- Origin: Brighton, England
- Genres: Indie rock; psychedelic pop; dream pop; doo-wop;
- Years active: 2015–present
- Labels: 777 MUSIC, Nice Swan Records
- Members: Will Murray; Will "Tav" Tavener; Flynn Whelan;
- Past members: Harry "Zwaig" Saunders; Josh Buchanan;
- Website: furband.co.uk

= Fur (band) =

English indie rock band

Fur (stylised as FUR) are an English indie rock band based in Brighton, England. The band was formed by lead singer and guitarist Will Murray, former guitarist Harry Saunders, bassist Will Tavener, and drummer Flynn Whelan. The members met when they attended BIMM Institute in 2015. Saunders left the band in 2019. He was then replaced by guitarist and keyboard player Josh Buchanan, who shared the writing duties with Murray until his departure in 2023. They are currently signed to Boy Pablo's independent label, 777 MUSIC.

The band is known for their unique mixture of a 1950s and 1960s-inspired style with a current modern sound. Their 2017 hit single "If You Know that I'm Lonely" has garnered 36 million views on YouTube as of June 2023, gaining significant portions mostly from Southeast Asia and South America, especially Indonesia, Peru, and Brazil.
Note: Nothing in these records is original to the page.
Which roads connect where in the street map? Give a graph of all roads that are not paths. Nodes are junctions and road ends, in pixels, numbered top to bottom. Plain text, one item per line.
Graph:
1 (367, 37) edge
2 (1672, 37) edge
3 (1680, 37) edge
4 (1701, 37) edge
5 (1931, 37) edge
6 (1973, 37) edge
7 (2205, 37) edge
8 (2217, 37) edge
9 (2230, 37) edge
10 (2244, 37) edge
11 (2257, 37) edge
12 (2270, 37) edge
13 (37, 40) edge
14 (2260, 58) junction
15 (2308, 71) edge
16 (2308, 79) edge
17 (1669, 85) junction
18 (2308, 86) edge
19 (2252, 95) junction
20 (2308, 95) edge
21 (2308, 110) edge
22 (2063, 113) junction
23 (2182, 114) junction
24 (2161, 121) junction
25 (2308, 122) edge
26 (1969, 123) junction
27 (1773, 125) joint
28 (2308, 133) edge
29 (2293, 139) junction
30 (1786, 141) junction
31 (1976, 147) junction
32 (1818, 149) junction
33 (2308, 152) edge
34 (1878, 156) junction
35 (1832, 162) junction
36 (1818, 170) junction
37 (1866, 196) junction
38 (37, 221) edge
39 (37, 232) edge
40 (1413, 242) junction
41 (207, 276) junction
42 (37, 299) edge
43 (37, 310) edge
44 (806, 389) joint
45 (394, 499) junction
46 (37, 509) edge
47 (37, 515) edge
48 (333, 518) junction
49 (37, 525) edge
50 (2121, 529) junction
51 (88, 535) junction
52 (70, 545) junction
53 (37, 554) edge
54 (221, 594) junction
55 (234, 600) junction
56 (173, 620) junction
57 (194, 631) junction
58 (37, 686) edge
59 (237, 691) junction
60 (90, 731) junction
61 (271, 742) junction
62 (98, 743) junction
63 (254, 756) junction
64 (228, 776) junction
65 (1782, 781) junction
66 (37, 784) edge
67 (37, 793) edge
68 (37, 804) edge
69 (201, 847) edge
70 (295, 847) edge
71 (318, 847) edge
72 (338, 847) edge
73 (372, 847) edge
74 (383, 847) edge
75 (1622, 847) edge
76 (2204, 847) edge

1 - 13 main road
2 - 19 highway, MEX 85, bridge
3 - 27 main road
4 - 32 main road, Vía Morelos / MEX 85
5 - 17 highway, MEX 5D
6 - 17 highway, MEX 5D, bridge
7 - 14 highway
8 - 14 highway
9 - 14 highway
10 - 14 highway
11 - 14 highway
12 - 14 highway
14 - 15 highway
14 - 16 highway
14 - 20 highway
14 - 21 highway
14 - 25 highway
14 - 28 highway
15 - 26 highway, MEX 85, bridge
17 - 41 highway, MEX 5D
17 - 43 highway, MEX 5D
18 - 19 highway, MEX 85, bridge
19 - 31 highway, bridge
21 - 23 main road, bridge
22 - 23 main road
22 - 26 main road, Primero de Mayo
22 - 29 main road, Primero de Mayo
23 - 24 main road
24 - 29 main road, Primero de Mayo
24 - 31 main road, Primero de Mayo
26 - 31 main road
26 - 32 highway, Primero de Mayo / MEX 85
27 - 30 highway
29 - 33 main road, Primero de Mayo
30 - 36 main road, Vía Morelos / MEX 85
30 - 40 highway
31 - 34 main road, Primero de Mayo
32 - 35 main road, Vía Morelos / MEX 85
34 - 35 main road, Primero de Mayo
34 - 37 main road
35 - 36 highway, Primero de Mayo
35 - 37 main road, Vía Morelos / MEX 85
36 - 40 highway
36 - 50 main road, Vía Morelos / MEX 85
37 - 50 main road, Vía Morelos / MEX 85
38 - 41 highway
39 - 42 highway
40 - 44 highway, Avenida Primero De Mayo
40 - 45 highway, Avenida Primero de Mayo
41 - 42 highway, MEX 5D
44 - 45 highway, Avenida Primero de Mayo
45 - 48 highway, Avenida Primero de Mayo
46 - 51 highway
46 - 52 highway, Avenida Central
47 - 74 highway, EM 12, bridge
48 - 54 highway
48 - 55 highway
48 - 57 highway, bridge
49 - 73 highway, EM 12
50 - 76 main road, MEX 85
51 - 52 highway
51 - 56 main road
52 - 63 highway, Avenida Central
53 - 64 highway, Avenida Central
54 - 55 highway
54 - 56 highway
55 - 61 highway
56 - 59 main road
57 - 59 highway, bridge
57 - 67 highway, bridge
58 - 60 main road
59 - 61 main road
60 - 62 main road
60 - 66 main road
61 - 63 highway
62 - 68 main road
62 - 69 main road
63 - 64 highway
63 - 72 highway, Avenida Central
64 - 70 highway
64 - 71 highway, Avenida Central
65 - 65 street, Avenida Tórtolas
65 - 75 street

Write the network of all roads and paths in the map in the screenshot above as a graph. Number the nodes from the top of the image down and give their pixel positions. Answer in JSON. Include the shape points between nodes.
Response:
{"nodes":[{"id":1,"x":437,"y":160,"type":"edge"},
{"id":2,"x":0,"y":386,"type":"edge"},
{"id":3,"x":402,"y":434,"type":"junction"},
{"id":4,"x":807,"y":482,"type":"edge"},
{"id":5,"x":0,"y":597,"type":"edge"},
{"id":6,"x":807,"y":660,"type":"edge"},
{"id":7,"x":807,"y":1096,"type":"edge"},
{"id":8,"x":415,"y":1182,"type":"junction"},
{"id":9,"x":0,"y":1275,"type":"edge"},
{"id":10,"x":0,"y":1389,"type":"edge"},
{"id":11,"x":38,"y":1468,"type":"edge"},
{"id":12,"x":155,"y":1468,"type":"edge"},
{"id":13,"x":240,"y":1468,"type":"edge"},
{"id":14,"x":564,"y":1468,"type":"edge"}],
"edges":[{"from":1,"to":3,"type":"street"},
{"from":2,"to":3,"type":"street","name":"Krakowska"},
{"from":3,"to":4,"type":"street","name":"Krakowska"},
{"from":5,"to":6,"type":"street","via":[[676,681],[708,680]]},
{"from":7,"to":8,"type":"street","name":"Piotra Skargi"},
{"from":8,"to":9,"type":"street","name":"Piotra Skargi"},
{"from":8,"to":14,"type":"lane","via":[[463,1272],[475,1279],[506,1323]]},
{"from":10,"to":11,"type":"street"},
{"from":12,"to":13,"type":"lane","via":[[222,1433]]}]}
In November 2021, they released their debut album and their first ever release under 777 MUSIC, When You Walk Away. The album was met with positive reviews, highlighting on the band's craftsmanship in fusing contemporary and traditional rock as well as touching relevant subject to their listeners which the band described as "the individual's post-coming-of-age era."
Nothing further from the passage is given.